■ **PROBLEM TO SOLVE**
Your copy must hold every line of the records word for word. It must hold no pictures.

═══ EXTRACTED ENTRIES

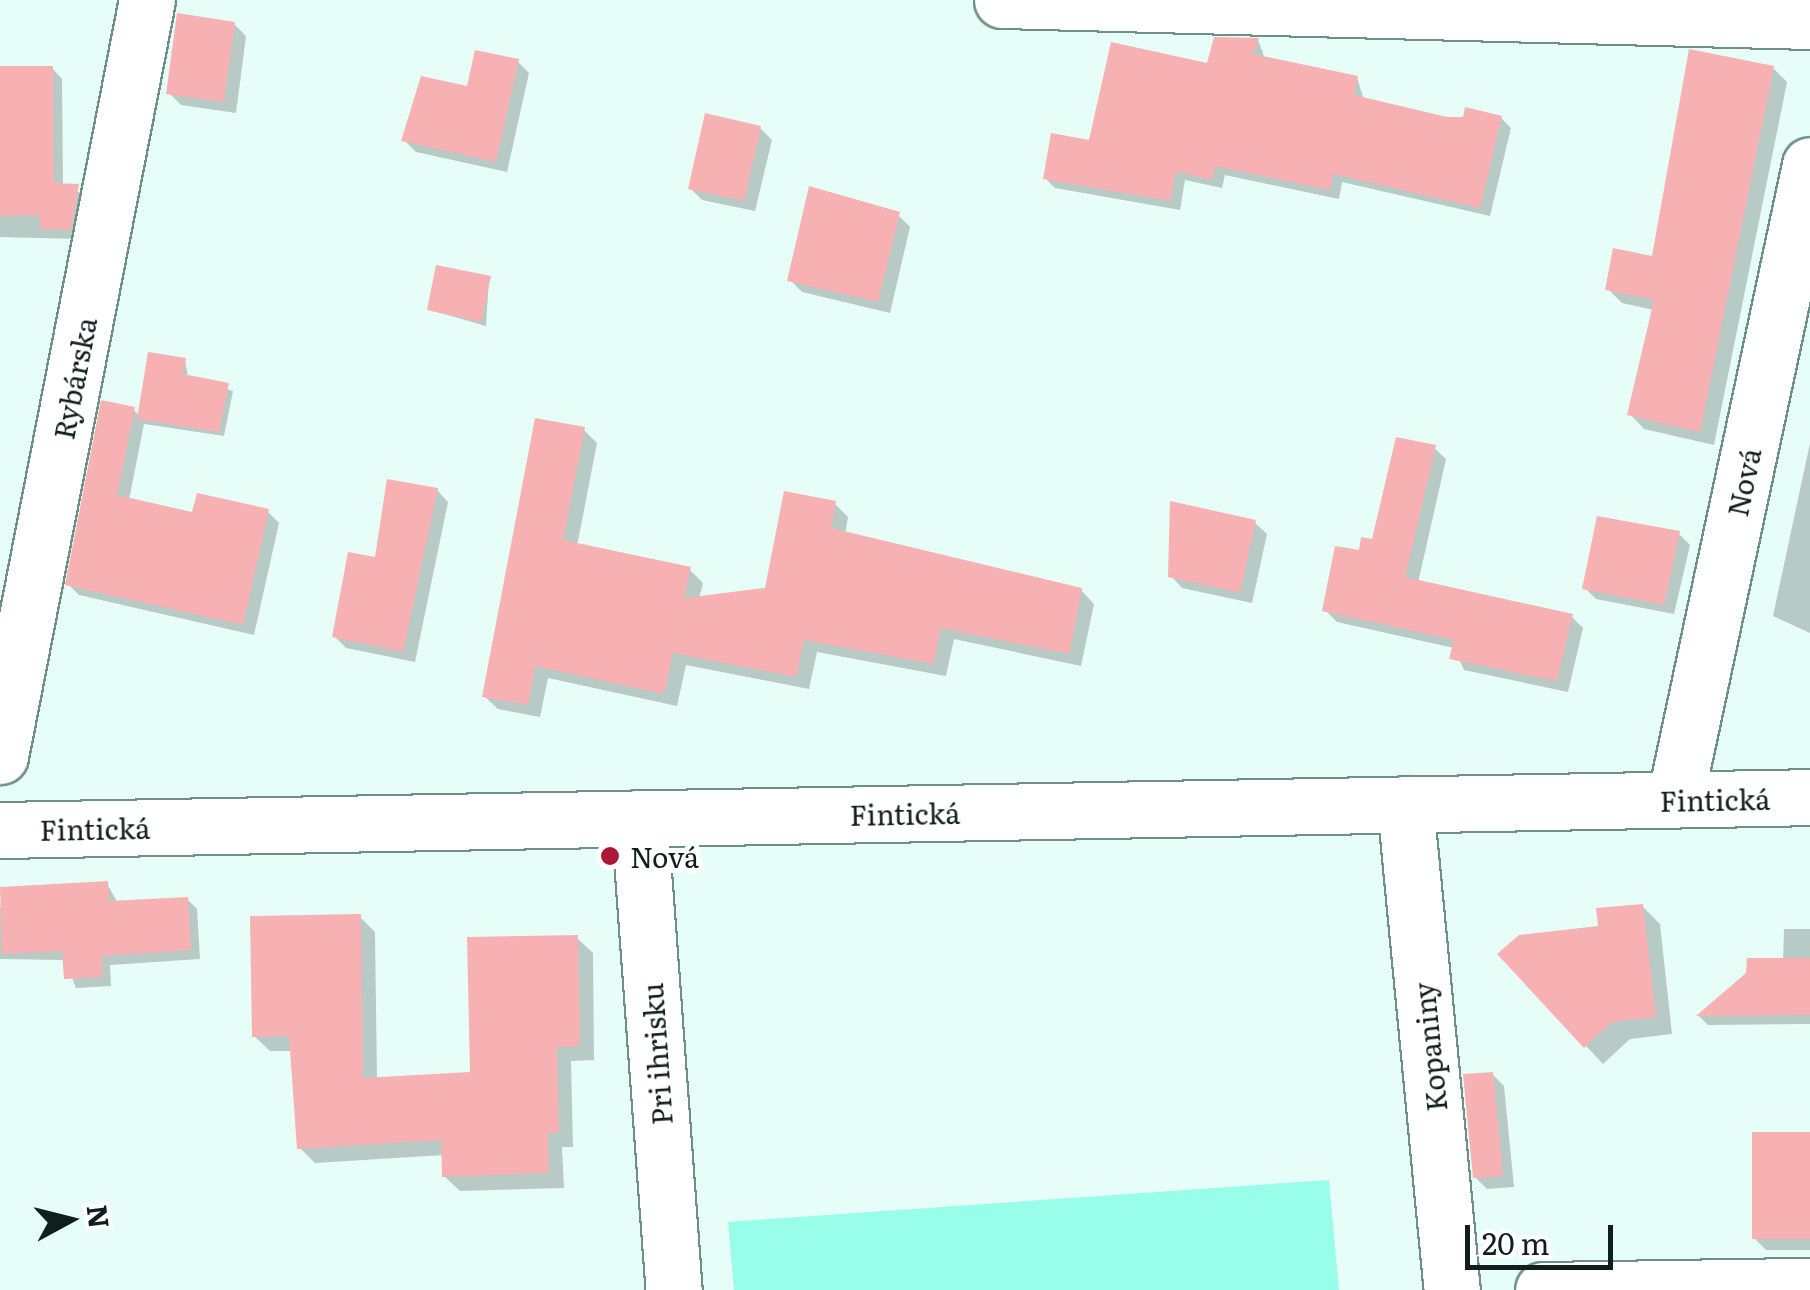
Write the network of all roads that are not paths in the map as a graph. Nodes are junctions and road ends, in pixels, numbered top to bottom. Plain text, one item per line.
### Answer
1 (148, 0) edge
2 (1002, 0) edge
3 (1810, 21) edge
4 (1810, 165) edge
5 (0, 756) edge
6 (1810, 797) edge
7 (1675, 799) junction
8 (1405, 804) junction
9 (638, 818) junction
10 (0, 830) edge
11 (1810, 1286) edge
12 (674, 1290) edge
13 (1452, 1290) edge
14 (1544, 1290) edge

1 - 5 street, Rybárska
2 - 3 street
4 - 7 street, Nová
6 - 7 street, Fintická
7 - 8 street, Fintická
8 - 9 street, Fintická
8 - 13 street, Kopaniny
9 - 10 street, Fintická
9 - 12 street, Pri ihrisku
11 - 14 street

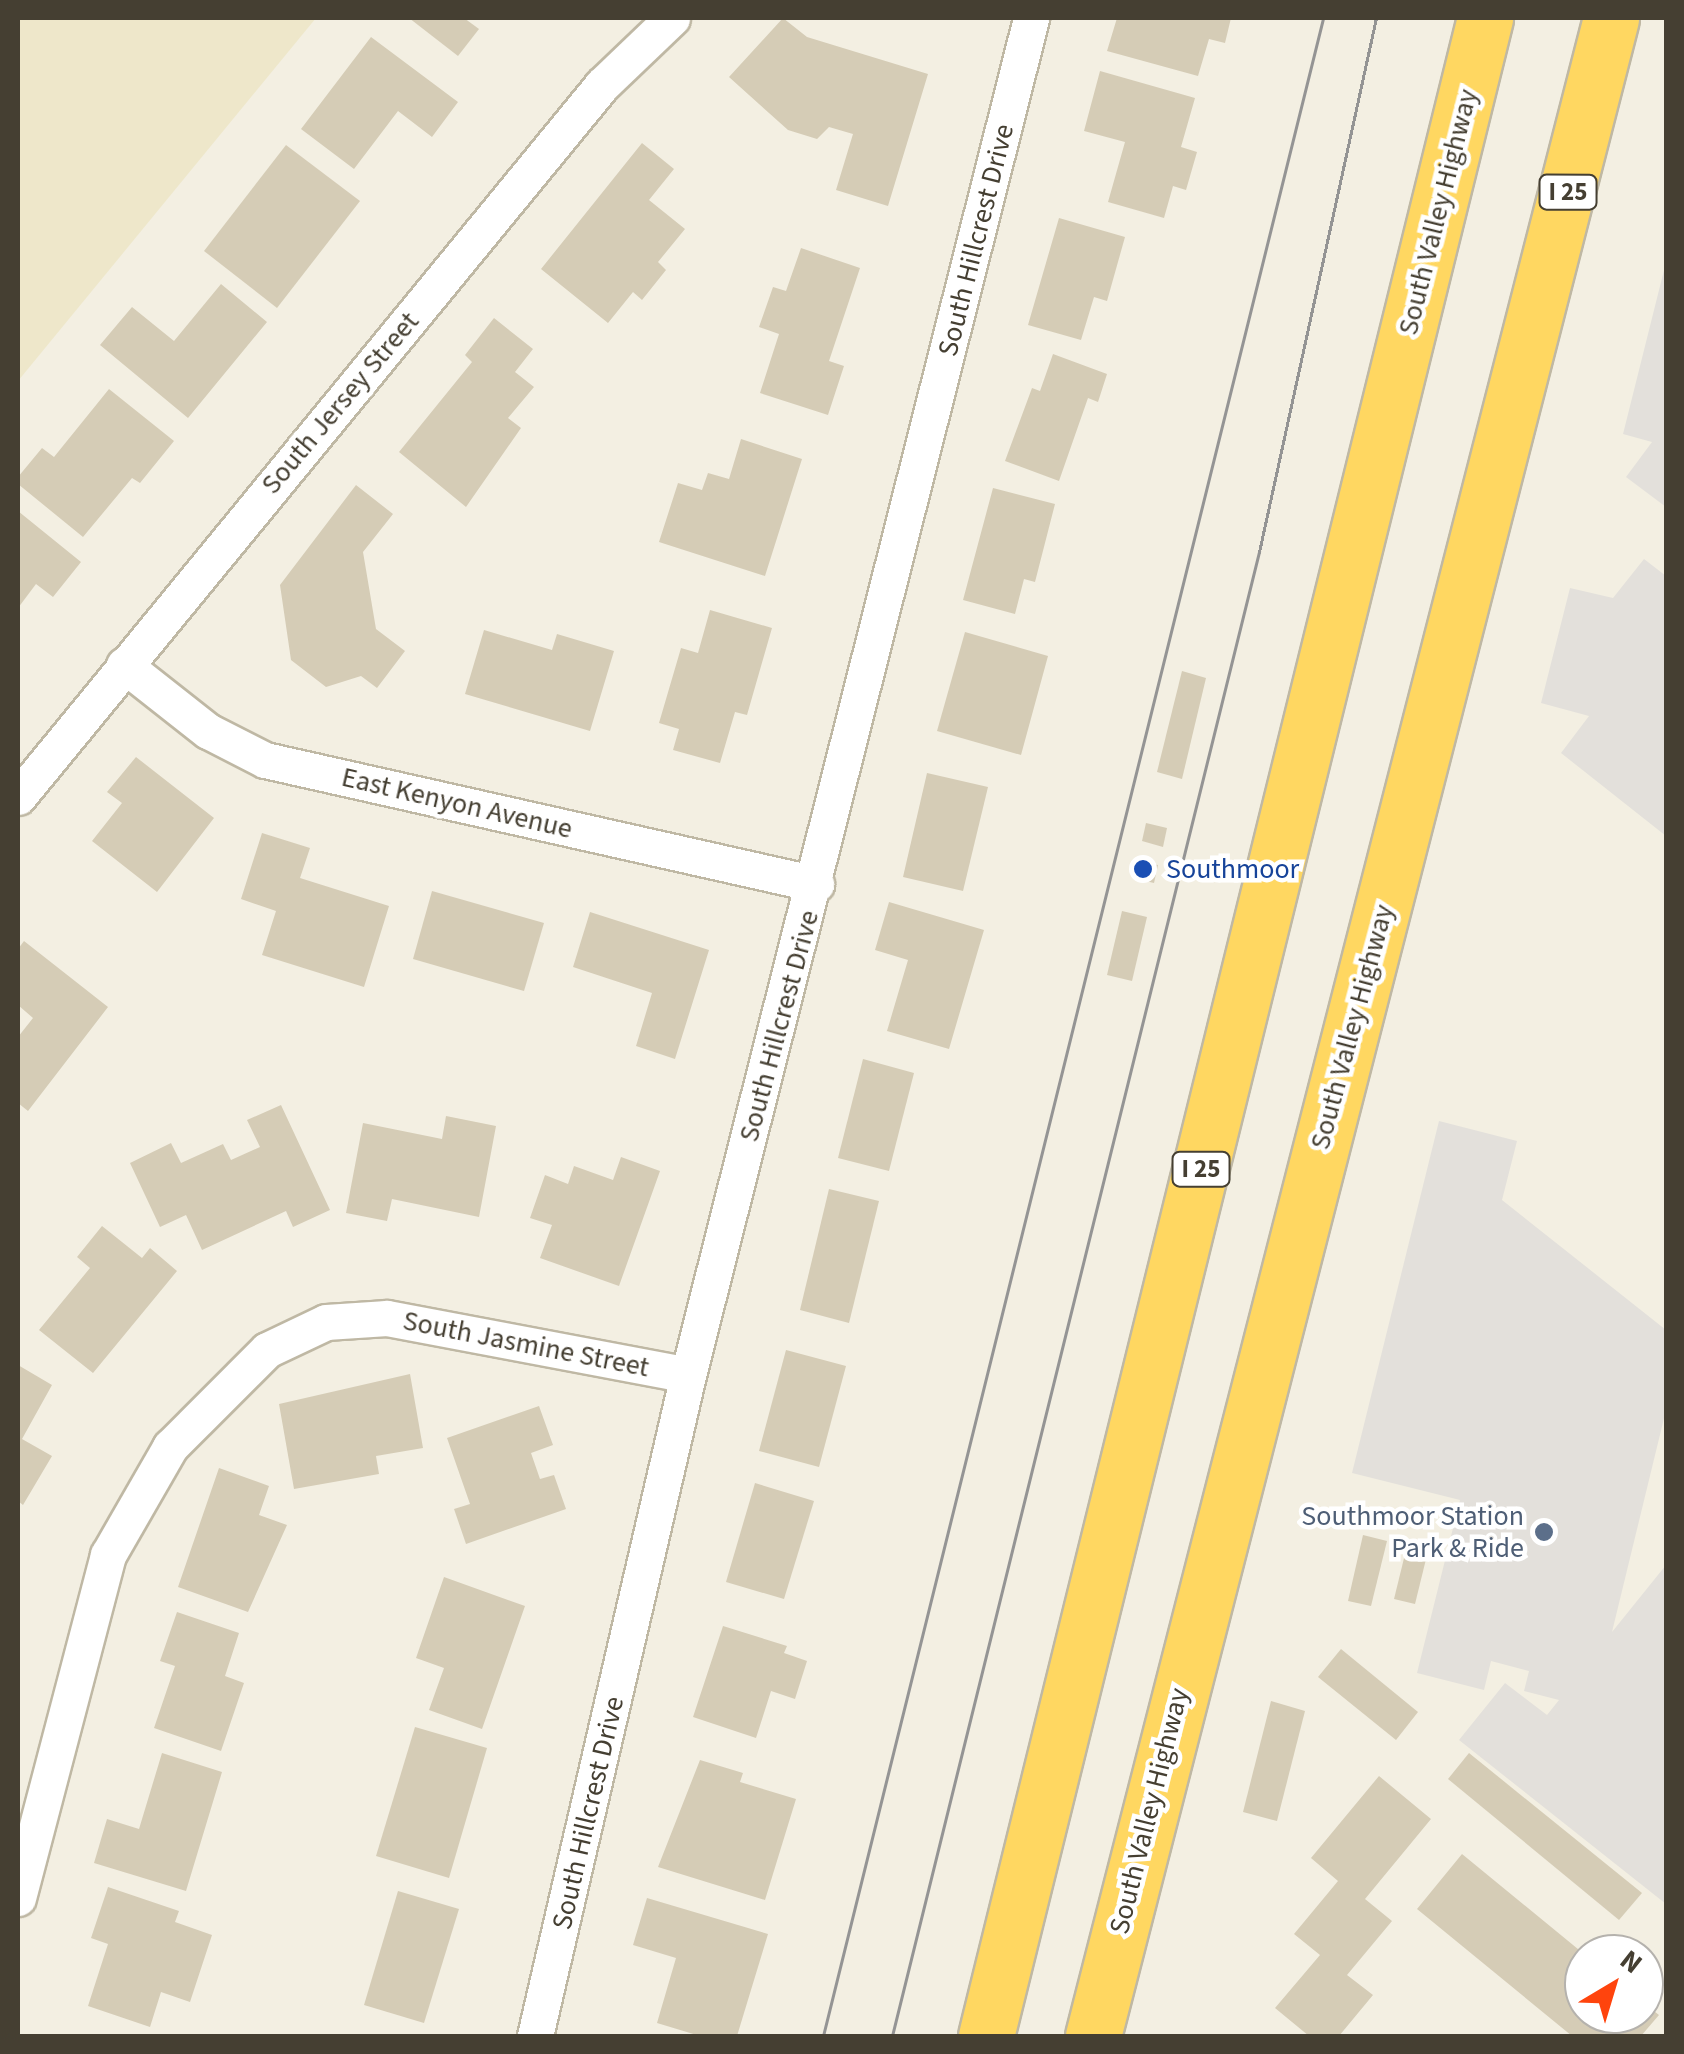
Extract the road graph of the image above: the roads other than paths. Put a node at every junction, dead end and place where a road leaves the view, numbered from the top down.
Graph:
1 (672, 18) edge
2 (1031, 18) edge
3 (1456, 18) edge
4 (1485, 18) edge
5 (1611, 18) edge
6 (1644, 18) edge
7 (1416, 302) junction
8 (1525, 367) junction
9 (124, 665) junction
10 (18, 797) edge
11 (816, 884) junction
12 (688, 1374) junction
13 (18, 1898) edge
14 (534, 2036) edge
15 (986, 2036) edge
16 (1093, 2036) edge

1 - 9 street, South Jersey Street
2 - 11 street, South Hillcrest Drive
3 - 7 highway
4 - 7 highway, South Valley Highway / I 25
5 - 8 highway, South Valley Highway / I 25
6 - 8 highway
7 - 15 highway, South Valley Highway / I 25
8 - 16 highway, South Valley Highway / I 25
9 - 10 street, South Jersey Street
9 - 11 street, East Kenyon Avenue
11 - 12 street, South Hillcrest Drive
12 - 13 street, South Jasmine Street
12 - 14 street, South Hillcrest Drive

══════

■ **PROBLEM SOLUTION**
Write the network of all roads that are not paths in the map as a graph. Nodes are junctions and road ends, in pixels, numbered top to bottom. Plain text, one item per line.
### Answer
1 (148, 0) edge
2 (1002, 0) edge
3 (1810, 21) edge
4 (1810, 165) edge
5 (0, 756) edge
6 (1810, 797) edge
7 (1675, 799) junction
8 (1405, 804) junction
9 (638, 818) junction
10 (0, 830) edge
11 (1810, 1286) edge
12 (674, 1290) edge
13 (1452, 1290) edge
14 (1544, 1290) edge

1 - 5 street, Rybárska
2 - 3 street
4 - 7 street, Nová
6 - 7 street, Fintická
7 - 8 street, Fintická
8 - 9 street, Fintická
8 - 13 street, Kopaniny
9 - 10 street, Fintická
9 - 12 street, Pri ihrisku
11 - 14 street

Extract the road graph of the image above: the roads other than paths. Put a node at every junction, dead end and place where a road leaves the view, numbered from the top down.
Graph:
1 (672, 18) edge
2 (1031, 18) edge
3 (1456, 18) edge
4 (1485, 18) edge
5 (1611, 18) edge
6 (1644, 18) edge
7 (1416, 302) junction
8 (1525, 367) junction
9 (124, 665) junction
10 (18, 797) edge
11 (816, 884) junction
12 (688, 1374) junction
13 (18, 1898) edge
14 (534, 2036) edge
15 (986, 2036) edge
16 (1093, 2036) edge

1 - 9 street, South Jersey Street
2 - 11 street, South Hillcrest Drive
3 - 7 highway
4 - 7 highway, South Valley Highway / I 25
5 - 8 highway, South Valley Highway / I 25
6 - 8 highway
7 - 15 highway, South Valley Highway / I 25
8 - 16 highway, South Valley Highway / I 25
9 - 10 street, South Jersey Street
9 - 11 street, East Kenyon Avenue
11 - 12 street, South Hillcrest Drive
12 - 13 street, South Jasmine Street
12 - 14 street, South Hillcrest Drive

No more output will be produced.